El dormitorio escandinavo está concebido en torno a una sola idea: el descanso. Cada elemento —desde la paleta de colores apagados hasta los textiles naturales en capas— está al servicio de crear un espacio tranquilo y envolvente donde el sueño llegue sin esfuerzo. La luz se trata como un material en sí misma: las cortinas de lino translúcido difuminan la luz del día sobre las paredes blancas por la mañana, mientras que varias lámparas cálidas agrupadas generan un ambiente íntimo y acogedor por la noche.
Comienza con un armazón de cama en madera clara y vístelo con generosidad. Los dormitorios escandinavos no son espartanos: están cuidadosamente compuestos en capas. Sábanas de lino fresco, una manta de algodón en punto gofre, una colcha de lana y dos o tres cojines en tonos complementarios crean profundidad visual sin caos de color. La paleta se mantiene en una gama reducida de blancos y grises con un único acento suave, como el azul empolvado o el verde salvia.

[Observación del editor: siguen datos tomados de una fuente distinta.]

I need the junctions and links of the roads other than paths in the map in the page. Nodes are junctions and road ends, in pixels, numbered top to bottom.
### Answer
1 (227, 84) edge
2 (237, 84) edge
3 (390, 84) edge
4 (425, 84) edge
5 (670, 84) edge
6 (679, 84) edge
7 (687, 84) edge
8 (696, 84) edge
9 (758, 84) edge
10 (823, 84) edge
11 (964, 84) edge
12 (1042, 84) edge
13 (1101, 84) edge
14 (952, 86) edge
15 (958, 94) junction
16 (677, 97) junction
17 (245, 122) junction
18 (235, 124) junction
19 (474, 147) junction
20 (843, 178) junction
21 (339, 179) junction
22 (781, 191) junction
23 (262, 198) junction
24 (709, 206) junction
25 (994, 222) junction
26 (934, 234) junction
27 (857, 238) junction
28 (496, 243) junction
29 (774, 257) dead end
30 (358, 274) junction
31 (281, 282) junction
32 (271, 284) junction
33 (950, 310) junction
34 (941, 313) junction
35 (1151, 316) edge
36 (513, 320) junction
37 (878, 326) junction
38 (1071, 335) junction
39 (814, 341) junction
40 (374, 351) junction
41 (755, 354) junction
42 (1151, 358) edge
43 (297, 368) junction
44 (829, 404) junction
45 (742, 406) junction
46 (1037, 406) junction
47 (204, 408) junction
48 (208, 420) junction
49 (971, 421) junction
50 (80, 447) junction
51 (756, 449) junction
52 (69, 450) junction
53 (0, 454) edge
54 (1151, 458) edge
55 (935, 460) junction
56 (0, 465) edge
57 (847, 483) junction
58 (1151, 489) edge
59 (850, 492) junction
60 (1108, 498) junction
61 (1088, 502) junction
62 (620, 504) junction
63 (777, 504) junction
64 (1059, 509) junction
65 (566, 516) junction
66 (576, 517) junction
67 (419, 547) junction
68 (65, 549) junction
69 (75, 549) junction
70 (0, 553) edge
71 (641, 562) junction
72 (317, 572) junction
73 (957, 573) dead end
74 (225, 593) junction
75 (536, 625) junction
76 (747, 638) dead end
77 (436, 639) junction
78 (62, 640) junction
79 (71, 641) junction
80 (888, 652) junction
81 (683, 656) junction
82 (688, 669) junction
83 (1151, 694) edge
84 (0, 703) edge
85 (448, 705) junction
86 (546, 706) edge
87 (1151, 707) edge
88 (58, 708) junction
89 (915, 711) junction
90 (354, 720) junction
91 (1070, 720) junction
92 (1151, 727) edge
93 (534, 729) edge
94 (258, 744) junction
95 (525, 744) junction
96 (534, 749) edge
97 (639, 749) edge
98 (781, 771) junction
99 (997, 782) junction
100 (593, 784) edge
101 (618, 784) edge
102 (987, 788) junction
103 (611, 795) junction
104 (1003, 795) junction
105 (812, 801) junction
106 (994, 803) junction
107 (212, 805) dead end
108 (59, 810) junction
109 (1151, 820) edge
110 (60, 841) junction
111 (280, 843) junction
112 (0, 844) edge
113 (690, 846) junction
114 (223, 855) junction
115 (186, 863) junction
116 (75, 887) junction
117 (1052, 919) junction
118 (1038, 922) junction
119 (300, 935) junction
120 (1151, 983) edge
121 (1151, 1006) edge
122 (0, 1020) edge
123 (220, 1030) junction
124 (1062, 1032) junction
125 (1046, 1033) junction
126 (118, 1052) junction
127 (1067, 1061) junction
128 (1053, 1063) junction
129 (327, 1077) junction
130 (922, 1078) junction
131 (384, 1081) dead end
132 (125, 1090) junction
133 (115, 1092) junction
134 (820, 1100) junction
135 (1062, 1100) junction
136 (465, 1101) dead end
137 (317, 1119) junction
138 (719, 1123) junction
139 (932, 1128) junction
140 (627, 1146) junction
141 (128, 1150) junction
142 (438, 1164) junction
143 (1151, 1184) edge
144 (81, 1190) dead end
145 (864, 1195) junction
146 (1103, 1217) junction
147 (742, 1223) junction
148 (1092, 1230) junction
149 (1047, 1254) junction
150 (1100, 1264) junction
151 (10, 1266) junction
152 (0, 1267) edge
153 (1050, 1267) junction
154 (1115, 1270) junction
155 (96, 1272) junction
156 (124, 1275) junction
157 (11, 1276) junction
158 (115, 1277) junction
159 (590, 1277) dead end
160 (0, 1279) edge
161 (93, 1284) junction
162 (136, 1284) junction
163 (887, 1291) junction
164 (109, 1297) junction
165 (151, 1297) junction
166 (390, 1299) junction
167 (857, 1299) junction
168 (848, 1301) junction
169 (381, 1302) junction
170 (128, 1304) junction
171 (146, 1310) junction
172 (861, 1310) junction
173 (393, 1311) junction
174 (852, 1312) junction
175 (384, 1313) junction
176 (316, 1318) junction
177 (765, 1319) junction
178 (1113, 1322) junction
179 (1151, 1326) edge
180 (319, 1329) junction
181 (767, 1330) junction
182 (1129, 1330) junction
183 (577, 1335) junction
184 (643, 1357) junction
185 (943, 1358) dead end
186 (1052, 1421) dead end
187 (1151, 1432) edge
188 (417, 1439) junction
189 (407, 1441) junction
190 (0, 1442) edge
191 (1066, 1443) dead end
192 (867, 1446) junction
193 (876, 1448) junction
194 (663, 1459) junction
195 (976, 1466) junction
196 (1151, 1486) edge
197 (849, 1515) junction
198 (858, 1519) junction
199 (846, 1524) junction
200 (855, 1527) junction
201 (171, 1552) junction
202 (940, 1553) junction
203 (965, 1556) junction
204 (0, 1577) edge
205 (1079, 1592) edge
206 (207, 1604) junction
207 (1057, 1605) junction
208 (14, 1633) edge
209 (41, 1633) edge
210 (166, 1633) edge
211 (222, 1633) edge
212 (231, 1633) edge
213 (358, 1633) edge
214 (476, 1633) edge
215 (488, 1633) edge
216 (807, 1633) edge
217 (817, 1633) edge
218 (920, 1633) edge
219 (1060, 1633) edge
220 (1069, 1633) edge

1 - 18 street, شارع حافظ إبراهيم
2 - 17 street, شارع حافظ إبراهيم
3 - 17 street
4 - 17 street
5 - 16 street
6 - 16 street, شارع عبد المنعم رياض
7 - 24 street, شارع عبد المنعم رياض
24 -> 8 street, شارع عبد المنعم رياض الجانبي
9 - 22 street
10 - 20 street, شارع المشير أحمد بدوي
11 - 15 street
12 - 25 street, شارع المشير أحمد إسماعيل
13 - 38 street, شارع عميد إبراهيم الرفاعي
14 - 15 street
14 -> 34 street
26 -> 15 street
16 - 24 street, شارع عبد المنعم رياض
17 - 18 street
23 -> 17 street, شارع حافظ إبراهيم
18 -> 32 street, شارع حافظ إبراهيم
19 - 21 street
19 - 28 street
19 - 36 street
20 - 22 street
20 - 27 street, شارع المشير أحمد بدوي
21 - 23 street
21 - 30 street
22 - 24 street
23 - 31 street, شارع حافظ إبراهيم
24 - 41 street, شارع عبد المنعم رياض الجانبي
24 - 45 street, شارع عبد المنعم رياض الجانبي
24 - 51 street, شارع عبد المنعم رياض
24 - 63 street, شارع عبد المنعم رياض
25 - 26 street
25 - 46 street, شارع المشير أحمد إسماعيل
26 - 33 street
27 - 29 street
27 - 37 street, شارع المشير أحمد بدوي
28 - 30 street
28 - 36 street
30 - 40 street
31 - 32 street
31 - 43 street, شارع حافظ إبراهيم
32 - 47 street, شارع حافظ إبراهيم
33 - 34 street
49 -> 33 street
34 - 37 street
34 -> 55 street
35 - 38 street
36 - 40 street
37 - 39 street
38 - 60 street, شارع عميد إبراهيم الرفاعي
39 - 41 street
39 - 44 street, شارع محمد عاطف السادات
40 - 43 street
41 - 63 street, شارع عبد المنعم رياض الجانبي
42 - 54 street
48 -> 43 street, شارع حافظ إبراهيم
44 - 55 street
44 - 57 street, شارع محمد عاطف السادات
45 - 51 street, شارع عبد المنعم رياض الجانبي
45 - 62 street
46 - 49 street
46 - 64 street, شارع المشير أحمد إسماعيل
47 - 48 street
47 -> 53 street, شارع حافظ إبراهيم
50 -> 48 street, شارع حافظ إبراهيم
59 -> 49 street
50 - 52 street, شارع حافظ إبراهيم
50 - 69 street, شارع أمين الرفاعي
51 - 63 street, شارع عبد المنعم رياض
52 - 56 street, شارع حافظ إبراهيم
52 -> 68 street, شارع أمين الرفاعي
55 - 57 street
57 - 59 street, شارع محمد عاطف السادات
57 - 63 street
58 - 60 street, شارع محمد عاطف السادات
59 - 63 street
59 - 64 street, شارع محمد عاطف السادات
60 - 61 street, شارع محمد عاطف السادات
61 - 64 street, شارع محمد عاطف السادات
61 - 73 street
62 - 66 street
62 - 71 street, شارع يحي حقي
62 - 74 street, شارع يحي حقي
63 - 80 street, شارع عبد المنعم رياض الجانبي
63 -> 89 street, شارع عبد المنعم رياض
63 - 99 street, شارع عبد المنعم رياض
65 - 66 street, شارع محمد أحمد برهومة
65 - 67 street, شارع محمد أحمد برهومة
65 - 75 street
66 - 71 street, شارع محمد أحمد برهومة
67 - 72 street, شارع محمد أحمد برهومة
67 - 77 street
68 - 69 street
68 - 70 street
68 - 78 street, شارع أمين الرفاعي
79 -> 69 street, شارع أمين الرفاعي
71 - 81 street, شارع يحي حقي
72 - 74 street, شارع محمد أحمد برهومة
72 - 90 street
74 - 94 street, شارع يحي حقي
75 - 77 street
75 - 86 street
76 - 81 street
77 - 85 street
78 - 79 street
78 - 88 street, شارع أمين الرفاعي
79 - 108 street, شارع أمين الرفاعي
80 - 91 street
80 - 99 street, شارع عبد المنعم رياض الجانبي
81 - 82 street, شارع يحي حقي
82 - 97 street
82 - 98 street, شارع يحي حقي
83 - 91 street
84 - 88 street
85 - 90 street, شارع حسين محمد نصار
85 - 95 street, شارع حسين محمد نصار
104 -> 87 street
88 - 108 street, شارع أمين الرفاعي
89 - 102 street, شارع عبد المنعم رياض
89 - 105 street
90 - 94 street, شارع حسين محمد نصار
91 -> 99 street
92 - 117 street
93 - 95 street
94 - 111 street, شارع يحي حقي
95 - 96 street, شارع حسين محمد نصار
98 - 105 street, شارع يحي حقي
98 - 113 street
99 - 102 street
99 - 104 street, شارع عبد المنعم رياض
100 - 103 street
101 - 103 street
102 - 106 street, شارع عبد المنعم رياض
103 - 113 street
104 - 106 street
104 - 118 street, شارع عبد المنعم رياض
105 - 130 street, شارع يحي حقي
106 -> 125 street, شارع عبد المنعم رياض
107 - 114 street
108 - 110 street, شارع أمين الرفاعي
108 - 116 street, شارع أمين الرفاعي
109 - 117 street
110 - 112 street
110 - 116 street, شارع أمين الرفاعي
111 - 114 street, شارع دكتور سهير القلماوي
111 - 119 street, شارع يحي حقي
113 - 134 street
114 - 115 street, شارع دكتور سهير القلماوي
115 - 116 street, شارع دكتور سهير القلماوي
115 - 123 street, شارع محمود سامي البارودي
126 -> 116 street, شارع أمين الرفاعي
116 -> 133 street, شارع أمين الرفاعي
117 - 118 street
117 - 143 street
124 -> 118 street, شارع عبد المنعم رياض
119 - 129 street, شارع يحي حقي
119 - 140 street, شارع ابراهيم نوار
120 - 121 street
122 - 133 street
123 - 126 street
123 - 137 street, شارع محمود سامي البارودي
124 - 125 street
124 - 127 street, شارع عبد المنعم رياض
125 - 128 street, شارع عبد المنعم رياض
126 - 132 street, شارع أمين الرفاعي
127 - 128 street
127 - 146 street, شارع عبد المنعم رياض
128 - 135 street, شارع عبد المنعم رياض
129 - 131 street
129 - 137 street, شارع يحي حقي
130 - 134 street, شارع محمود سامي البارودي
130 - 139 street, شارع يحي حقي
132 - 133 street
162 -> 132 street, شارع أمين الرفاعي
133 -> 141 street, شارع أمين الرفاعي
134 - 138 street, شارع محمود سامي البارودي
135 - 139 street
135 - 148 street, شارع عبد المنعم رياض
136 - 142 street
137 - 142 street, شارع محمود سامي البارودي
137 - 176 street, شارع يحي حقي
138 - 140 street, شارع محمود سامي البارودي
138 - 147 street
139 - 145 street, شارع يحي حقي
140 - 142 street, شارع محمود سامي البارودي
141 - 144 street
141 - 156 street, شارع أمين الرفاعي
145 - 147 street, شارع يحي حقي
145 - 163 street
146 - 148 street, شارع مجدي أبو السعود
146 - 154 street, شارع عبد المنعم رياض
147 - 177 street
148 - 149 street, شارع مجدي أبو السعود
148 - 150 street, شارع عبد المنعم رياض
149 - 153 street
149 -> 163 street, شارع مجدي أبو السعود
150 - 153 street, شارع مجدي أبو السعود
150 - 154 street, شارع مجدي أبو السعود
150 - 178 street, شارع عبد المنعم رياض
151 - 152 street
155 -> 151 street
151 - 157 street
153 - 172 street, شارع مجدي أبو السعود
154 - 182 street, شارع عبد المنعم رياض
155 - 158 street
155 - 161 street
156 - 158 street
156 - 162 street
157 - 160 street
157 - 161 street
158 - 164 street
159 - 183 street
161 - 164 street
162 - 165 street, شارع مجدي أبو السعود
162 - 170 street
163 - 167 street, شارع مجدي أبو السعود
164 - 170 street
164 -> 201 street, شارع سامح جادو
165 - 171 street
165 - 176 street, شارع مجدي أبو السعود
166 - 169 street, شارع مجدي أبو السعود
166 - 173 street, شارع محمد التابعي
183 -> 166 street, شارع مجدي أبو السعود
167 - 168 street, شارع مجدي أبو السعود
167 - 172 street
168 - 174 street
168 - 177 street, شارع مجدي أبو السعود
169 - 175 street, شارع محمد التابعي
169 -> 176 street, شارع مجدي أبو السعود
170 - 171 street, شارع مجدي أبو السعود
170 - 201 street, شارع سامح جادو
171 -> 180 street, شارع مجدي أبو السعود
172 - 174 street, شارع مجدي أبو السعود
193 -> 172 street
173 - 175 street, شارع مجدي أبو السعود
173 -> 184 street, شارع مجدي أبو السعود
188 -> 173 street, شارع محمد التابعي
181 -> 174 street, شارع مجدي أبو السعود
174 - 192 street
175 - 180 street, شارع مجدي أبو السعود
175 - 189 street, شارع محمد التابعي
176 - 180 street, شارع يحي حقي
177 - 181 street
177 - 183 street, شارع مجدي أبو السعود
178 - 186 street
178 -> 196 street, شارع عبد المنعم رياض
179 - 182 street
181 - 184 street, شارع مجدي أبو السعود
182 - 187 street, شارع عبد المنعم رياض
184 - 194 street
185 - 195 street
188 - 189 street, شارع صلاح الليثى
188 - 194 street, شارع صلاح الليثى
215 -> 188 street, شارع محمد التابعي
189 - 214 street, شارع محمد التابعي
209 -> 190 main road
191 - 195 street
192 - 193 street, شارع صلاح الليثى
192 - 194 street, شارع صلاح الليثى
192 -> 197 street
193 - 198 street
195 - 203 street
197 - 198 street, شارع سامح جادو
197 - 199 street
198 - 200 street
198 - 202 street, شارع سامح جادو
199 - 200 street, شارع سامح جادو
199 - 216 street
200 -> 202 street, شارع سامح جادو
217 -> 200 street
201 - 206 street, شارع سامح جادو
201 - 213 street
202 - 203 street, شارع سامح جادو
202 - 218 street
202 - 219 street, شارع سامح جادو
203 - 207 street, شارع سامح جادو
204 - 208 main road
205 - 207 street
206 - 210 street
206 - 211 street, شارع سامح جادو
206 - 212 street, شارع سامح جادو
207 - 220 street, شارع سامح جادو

El almacenaje es invisible: un armario de líneas depuradas, cajones integrados bajo la cama, un solo estante flotante para un libro y una vela. El dormitorio escandinavo funciona tanto por lo que está ausente como por lo que está presente: ni ropa amontonada en una silla ni mesitas de noche sobrecargadas. Cuando la habitación se reduce a lo esencial, cada pieza justifica su lugar y el ambiente se vuelve profundamente reparador.